Жернова. 1918–1953. Книга первая. Иудин хлеб
Шрифт:
Глава 21
С темного неба сыпало – не то снегом, не то дождем, и пока Гаврила Мануйлович стоял с непокрытой головой, волосы намокли, по лицу и за шиворот потекли холодные струйки. Он стоял под раскидистой сосной, растущей в центре деревни с незапамятных времен, слившись с ее черным стволом в ночной темноте. Сосна недовольно шумела, вздыхала, поскрипывала и позванивала ветвями. Ей вторили шорохи и вздохи из темноты, будто некие живые существа или духи давно умерших предков жаловались на непогоду.

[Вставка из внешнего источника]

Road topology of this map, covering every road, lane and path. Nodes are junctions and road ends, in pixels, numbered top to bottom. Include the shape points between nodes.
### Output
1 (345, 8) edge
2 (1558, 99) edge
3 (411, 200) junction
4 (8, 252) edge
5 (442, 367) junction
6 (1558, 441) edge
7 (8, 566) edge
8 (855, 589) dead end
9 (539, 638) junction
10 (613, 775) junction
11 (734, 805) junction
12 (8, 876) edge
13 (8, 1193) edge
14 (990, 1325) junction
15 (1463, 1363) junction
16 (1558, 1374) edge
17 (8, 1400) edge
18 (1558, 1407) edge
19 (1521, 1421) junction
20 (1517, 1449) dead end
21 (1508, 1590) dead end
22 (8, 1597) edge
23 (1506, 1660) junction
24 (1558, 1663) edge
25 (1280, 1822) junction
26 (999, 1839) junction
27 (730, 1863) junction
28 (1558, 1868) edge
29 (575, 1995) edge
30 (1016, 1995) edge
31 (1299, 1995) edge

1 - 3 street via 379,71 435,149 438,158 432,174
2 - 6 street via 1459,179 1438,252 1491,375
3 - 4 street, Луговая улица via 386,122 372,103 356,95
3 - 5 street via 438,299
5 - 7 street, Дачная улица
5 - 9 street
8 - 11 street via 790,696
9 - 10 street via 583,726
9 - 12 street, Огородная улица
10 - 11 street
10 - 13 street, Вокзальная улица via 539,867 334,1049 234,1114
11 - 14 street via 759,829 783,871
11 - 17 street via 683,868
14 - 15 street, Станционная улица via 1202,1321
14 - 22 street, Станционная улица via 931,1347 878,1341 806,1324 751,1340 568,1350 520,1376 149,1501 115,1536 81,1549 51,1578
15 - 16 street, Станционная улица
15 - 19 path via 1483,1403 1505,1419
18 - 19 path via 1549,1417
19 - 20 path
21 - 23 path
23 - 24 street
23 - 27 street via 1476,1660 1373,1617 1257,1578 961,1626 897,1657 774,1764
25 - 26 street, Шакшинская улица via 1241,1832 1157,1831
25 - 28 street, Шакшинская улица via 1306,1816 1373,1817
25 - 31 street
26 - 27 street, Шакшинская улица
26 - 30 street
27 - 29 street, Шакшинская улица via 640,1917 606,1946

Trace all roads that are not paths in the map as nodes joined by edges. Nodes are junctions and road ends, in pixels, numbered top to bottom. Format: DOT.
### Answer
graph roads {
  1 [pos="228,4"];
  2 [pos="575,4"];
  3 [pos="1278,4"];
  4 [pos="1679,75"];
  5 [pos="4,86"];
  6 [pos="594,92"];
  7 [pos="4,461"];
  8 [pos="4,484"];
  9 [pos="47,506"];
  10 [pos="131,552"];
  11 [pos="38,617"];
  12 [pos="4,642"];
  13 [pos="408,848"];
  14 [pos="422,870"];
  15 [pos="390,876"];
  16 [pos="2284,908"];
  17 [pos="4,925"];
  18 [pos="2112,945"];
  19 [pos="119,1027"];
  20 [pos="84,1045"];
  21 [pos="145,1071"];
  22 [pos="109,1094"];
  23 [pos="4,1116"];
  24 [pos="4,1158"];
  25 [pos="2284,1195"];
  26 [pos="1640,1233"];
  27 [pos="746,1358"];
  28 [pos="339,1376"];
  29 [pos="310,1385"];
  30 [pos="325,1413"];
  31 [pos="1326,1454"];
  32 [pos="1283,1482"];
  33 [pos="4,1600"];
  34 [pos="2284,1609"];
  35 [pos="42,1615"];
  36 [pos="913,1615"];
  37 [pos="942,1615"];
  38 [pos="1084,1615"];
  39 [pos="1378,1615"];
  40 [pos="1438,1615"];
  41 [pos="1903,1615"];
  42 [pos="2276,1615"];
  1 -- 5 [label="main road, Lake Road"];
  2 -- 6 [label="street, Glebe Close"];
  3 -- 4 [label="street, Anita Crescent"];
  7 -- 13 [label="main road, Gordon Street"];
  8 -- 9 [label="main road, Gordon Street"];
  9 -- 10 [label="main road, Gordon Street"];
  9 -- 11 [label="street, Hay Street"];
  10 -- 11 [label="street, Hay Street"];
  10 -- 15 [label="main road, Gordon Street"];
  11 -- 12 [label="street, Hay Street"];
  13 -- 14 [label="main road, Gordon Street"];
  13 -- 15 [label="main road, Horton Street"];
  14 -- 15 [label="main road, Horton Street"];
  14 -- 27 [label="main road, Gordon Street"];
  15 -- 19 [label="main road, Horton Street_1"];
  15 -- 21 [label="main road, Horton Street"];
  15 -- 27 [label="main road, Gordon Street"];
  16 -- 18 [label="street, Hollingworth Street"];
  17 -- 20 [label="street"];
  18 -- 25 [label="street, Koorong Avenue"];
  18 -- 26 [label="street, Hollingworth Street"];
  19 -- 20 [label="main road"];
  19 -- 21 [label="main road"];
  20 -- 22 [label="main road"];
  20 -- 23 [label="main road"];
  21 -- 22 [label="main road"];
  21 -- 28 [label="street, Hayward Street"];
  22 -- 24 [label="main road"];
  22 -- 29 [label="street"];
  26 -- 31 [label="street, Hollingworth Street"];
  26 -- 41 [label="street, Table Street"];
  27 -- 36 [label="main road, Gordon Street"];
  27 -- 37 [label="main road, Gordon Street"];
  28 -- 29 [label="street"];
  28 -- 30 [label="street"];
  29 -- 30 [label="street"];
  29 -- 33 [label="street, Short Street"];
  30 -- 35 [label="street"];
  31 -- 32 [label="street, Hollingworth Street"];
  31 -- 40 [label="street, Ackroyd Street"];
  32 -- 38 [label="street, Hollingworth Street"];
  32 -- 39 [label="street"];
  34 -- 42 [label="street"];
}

В широкой избе напротив, придавленной к земле тесовой крышей, тускло светились окна, в них мельтешили расплывчатые тени, из открытых форточек вместе с рокотом голосов выползали
Но вот растворилась скрипучая дверь, и будто какая-то таинственная сила принялась выталкивать из желтоватой мути черные фигуры расхристанных от жары мужиков, застонали подгнившие ступени крыльца под их тяжелыми ногами. Таинственно бормочущую и вздыхающую тишину нарушили чавкающие звуки шагов расходящихся по избам селян, ленивое побрехиванье собак, хлопанье калиток, скрип дверей.
Прошло еще немного времени, в окне деревенского совета погасли огни, на крыльцо, чертыхаясь и ворча, подсвечивая лохматую бороду и утиный нос цигаркой, выбрался из черной пасти сеней председатель совета однорукий Митрофан Вулович, погремел амбарным замком и потопал к своей избе, хлюпая валенками с галошами по раскисшему снегу. Было видно, как ныряет вдоль забора, то разгораясь, то угасая, огонек цигарки у него в зубах, как летят за ним коротким звездным лётом, подхваченные ветром, яркие искры. Хлопнула калитка, звякнула щеколда, и деревня затихла, растворилась в сырой, промозглой темноте: ни огонька, ни звука.
Гаврила Мануйлович первым покинул деревенский сход, мысли его были в смятении. Догорающая в рукаве цигарка обожгла ему пальцы, он бросил ее под ноги и вздохнул. Однако стоять здесь и далее не имело смысла, хотя домой не хотелось: там все опостылело, все было не мило. Гаврилу тянуло куда-то вдаль, и он не сразу понял, куда его тянет – на мельницу.
Вот ведь как все повернулось: не чаял, не гадал, а крестьянский сход деревни Лужи Валуевической волости Смоленской губернии только что постановил: быть Гавриле Мануйловичу при мельнице неотлучно, чтобы работала та мельница бесперебойно, а брать ему с помола десятину, землю, что при мельнице, и дом, что остался от сбежавшего владельца, принять в личную собственность, обихаживать и содержать в наилучшем виде.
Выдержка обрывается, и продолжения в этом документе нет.